Good Vibrations: My Life as a Beach Boy | |
Author: | Mike Love with James S. Hirsch |
Country: | United States |
Language: | English |
Genre: | Autobiography, memoir |
Published: | Blue Rider Press |
Release Date: | September 13, 2016 |
Pages: | 436 |
Good Vibrations: My Life as a Beach Boy is an autobiographical memoir by American musician Mike Love, co-founder of the Beach Boys, written with James S. Hirsch. The book was published by Blue Rider Press on September 13, 2016, one month before the release of fellow co-founder Brian Wilson's autobiography, .[1] [2] Love wrote the book as a response to "many inaccuracies" that had been said about him over the decades. Much of it covers his 1992 lawsuit against Wilson for owed songwriting credits.
In November 2014, Love announced that he had been working on the book and that it would be due in 2016.[3] After the work was completed, he said that the "easiest part of writing this book was just commenting on my actual experiences as a Beach Boy, because there have been many inaccuracies that have been said about me over the years." He says that co-writer James H. Hirsch helped by "read[ing] every book and article that's ever been written about the Beach Boys. It really gave context to telling about all the things that happened in my career."[4]
The Los Angeles Times Sarah Rodman wrote: "To the people who believe that Brian rules and Mike drools, what Love writes will not matter one iota. But for those interested in Love's perspective, My Life as a Beach Boy is a generally solid read."[5] Comparing it to I Am Brian Wilson, journalist James Wolcott wrote that Good Vibrations "is the better read: lively, informative, thumbtacked with crazy specifics, and a decent job of self-exoneration." The Australian David Free rued that Love's "hyper-confidence makes his book an unusually honest one.

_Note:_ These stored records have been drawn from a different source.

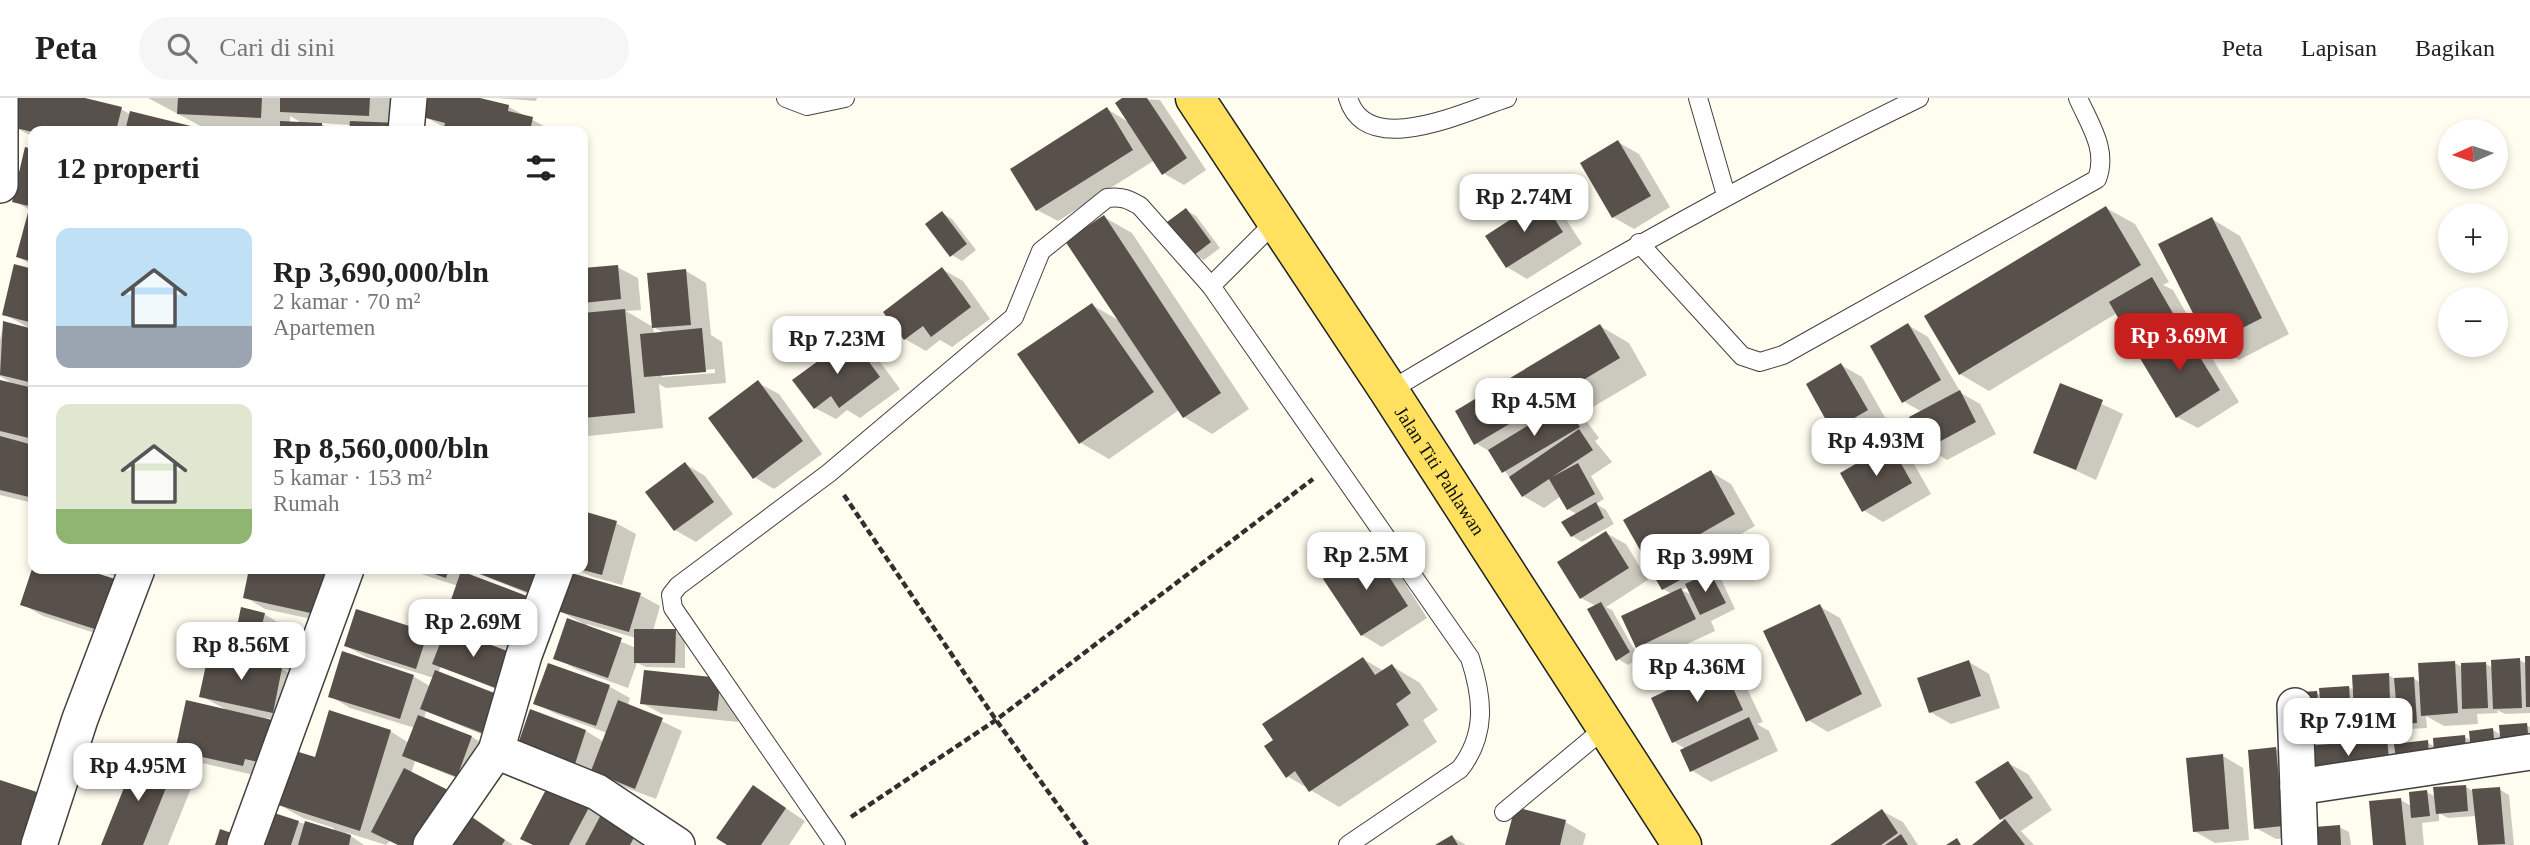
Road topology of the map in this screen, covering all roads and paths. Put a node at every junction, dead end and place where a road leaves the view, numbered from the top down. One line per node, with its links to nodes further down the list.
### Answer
1 (0, 98): 12 (street)
2 (409, 98): 11 (street)
3 (786, 98): 4 (lane)
4 (845, 98)
5 (1195, 98): 14 (main road, Jalan Titi Pahlawan)
6 (1348, 98): 7 (lane)
7 (1507, 98)
8 (1698, 98): 13 (lane)
9 (1919, 98): 13 (lane)
10 (2078, 98): 15 (lane)
11 (406, 126)
12 (0, 181)
13 (1726, 195): 15 (lane)
14 (1276, 221): 16 (lane); 17 (main road, Jalan Titi Pahlawan)
15 (1639, 243): 17 (lane)
16 (1211, 286): 18 (lane); 19 (lane)
17 (1389, 391): 25 (main road, Jalan Titi Pahlawan)
18 (1333, 464): 24 (path); 36 (lane)
19 (829, 473): 24 (path); 30 (lane)
20 (135, 574): 31 (street)
21 (344, 574): 32 (street)
22 (554, 574): 26 (street)
23 (2295, 706): 28 (street)
24 (996, 720): 30 (path); 35 (path)
25 (1605, 728): 29 (lane); 37 (main road, Jalan Titi Pahlawan)
26 (496, 751): 33 (street); 34 (street)
27 (2530, 752): 28 (street)
28 (2298, 787): 38 (street)
29 (1504, 812)
30 (832, 839)
31 (40, 845)
32 (245, 845)
33 (431, 845)
34 (677, 845)
35 (1087, 845)
36 (1348, 845)
37 (1682, 845)
38 (2300, 845)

Because he thinks he's always right, he leaves nothing out. Indeed his memoir has a panoramic clarity that Wilson's lacks: if you don't know much about the Beach Boys, Love's is the better book to start with."[6]

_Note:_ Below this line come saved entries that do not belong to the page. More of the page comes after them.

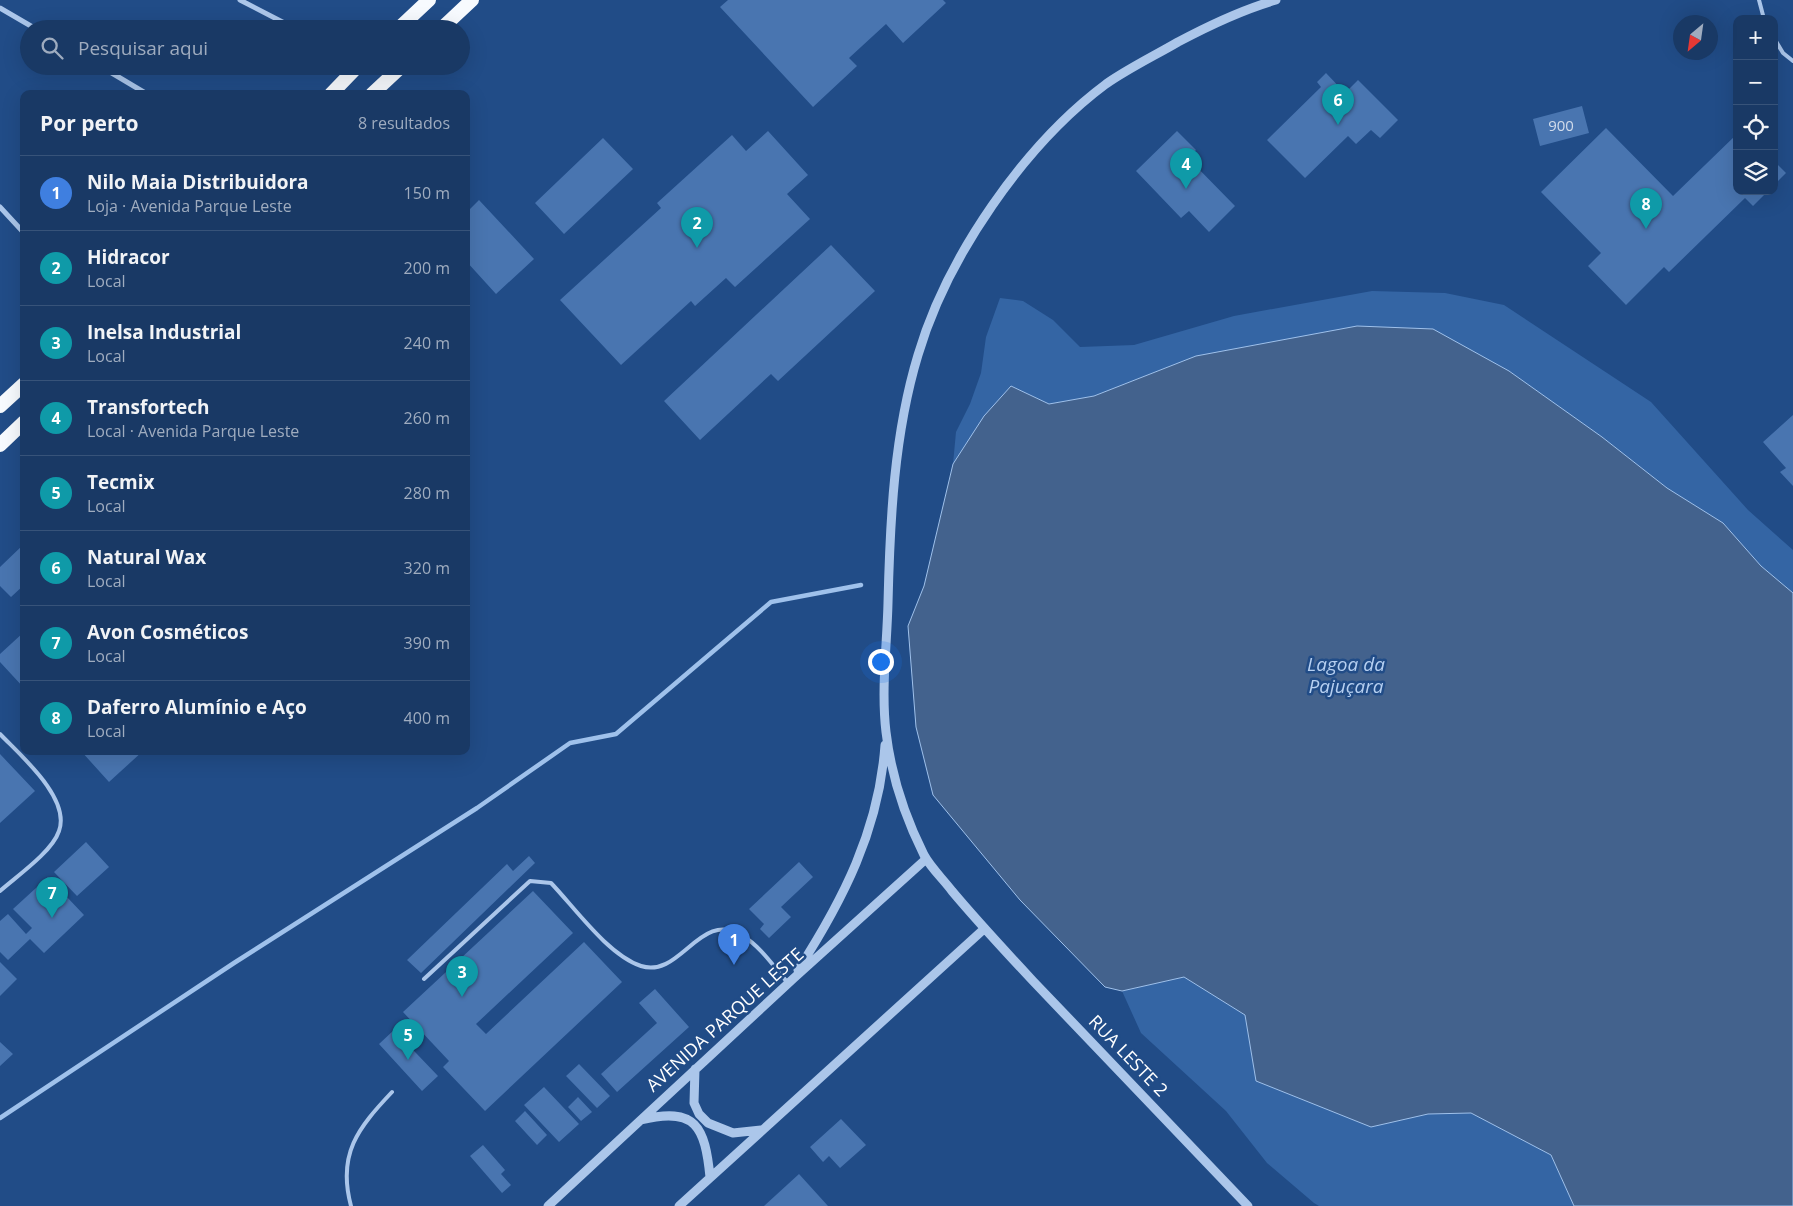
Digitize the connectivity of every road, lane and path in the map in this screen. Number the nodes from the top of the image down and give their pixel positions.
1 (240, 0) edge
2 (429, 0) edge
3 (472, 0) edge
4 (1276, 0) edge
5 (1759, 0) edge
6 (0, 8) edge
7 (1763, 15) edge
8 (21, 20) edge
9 (279, 20) edge
10 (408, 20) edge
11 (451, 20) edge
12 (1778, 45) edge
13 (1793, 60) edge
14 (115, 75) edge
15 (349, 75) edge
16 (392, 75) edge
17 (140, 90) edge
18 (335, 90) edge
19 (376, 90) edge
20 (0, 207) edge
21 (20, 229) edge
22 (20, 388) edge
23 (0, 406) edge
24 (20, 426) edge
25 (0, 445) edge
26 (886, 730) junction
27 (0, 734) edge
28 (20, 755) edge
29 (20, 755) edge
30 (926, 859) junction
31 (0, 891) edge
32 (984, 929) junction
33 (424, 979) dead end
34 (791, 980) junction
35 (694, 1069) junction
36 (392, 1092) dead end
37 (639, 1120) junction
38 (761, 1130) junction
39 (710, 1177) junction
40 (351, 1206) edge
41 (548, 1206) edge
42 (679, 1206) edge
43 (1248, 1206) edge

1 - 9 street
2 - 10 highway
3 - 11 highway
4 - 26 street
5 - 7 lane
6 - 8 street
12 - 13 lane
14 - 17 street
15 - 18 highway
16 - 19 highway
20 - 21 street
22 - 23 highway
24 - 25 highway
26 - 30 street
26 - 34 street
27 - 29 lane
28 - 31 lane
30 - 32 street
30 - 34 street, AVENIDA PARQUE LESTE
32 - 38 street
32 - 43 street, RUA LESTE 2
33 - 34 lane
34 - 35 street, AVENIDA PARQUE LESTE
35 - 37 street, AVENIDA PARQUE LESTE
35 - 38 street
36 - 40 lane
37 - 39 street
37 - 41 street, AVENIDA PARQUE LESTE
38 - 39 street
39 - 42 street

The New York Times Janet Maslin accused Love of cherrypicking facts: "Still, its boasts and grudges overpower the writing style. And more than a half-century's worth of inside information about the Beach Boys, who were all the rage until they were ancient history, has undeniable appeal, especially from a new perspective." Journalist David Hepworth said that Love and Wilson's respective books "take themselves preposterously seriously", that neither author "seem[s] to realise just how absurd his life has been", and that Love's book is "so relentless in its efforts to build up his part that you feel that Will Ferrell should consider turning it into a film".[7]

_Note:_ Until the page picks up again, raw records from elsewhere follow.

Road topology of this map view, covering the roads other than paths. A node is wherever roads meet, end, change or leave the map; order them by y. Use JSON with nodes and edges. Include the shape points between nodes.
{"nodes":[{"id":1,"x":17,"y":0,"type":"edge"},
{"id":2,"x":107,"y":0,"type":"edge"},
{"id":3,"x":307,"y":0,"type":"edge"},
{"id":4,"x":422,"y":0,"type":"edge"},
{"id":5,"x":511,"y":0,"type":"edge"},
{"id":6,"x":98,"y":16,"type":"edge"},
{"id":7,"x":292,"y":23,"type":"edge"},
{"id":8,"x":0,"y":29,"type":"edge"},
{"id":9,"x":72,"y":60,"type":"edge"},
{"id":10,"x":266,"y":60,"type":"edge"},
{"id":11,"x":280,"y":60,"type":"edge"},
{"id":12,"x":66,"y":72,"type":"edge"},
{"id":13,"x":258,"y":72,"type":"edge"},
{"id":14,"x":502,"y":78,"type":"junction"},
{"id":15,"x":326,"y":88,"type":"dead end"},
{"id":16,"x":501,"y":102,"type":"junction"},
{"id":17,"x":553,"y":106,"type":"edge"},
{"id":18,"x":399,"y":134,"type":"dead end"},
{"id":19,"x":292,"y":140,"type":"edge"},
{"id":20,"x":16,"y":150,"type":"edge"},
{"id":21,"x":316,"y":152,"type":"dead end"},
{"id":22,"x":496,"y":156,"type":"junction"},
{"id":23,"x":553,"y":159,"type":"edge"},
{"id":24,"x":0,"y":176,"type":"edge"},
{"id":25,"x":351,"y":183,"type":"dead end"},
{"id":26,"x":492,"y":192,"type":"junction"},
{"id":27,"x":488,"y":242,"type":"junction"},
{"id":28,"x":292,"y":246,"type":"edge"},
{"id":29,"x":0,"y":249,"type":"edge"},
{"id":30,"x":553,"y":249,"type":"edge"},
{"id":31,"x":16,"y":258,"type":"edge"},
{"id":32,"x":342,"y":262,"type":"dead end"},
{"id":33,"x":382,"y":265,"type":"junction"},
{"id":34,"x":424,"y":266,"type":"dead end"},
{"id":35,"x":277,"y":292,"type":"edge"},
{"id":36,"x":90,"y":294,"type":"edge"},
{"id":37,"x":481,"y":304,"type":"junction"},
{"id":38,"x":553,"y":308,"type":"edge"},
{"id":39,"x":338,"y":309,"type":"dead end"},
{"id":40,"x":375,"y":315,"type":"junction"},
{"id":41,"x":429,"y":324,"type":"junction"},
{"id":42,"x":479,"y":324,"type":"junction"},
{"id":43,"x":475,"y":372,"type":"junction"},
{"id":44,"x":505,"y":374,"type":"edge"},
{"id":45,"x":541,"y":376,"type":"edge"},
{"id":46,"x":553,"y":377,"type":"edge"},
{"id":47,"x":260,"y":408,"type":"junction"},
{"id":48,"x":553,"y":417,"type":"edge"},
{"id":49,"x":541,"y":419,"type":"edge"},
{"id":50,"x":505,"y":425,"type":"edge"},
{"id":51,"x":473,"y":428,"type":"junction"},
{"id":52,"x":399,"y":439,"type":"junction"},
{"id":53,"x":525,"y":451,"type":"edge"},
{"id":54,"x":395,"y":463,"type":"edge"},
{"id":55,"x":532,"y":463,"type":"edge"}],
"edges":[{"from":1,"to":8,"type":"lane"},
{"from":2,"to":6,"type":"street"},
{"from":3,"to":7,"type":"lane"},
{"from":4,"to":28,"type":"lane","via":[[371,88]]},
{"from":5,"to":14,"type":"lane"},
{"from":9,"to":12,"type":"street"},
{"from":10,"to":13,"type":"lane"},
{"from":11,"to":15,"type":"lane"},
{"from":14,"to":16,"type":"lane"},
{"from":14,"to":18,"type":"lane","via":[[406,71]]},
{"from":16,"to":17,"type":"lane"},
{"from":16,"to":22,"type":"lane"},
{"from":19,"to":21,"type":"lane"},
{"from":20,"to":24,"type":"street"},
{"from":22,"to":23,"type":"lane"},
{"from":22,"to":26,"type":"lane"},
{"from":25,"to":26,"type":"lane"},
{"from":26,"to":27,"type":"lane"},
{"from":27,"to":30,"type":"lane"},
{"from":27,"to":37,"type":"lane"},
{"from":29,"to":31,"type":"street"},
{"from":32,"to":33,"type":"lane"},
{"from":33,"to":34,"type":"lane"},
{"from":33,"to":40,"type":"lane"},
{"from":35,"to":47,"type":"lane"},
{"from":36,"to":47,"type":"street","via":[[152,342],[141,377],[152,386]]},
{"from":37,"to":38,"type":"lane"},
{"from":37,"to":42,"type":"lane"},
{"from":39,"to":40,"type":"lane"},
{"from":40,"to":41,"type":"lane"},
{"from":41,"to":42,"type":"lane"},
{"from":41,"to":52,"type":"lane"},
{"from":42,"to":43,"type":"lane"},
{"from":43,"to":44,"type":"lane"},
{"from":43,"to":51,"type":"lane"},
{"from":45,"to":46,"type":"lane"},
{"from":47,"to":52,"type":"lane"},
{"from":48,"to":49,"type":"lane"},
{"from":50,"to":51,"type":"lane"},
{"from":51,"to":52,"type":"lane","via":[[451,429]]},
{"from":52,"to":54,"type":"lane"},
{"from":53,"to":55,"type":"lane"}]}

Pitchfork Stacey Anderson opined that public characterizations of Love are often "overly reductive. Love contributed much to the Beach Boys' success—but he only damages himself by detailing his perceived misfortunes while refusing to explore any real sympathy toward his bandmate of actual disability." She adds that Love's seeming lack of empathy for Wilson is "summarized neatly in the acknowledgements section, where Love thanks neither Wilson nor the original Beach Boys but does praise John Stamos."[8]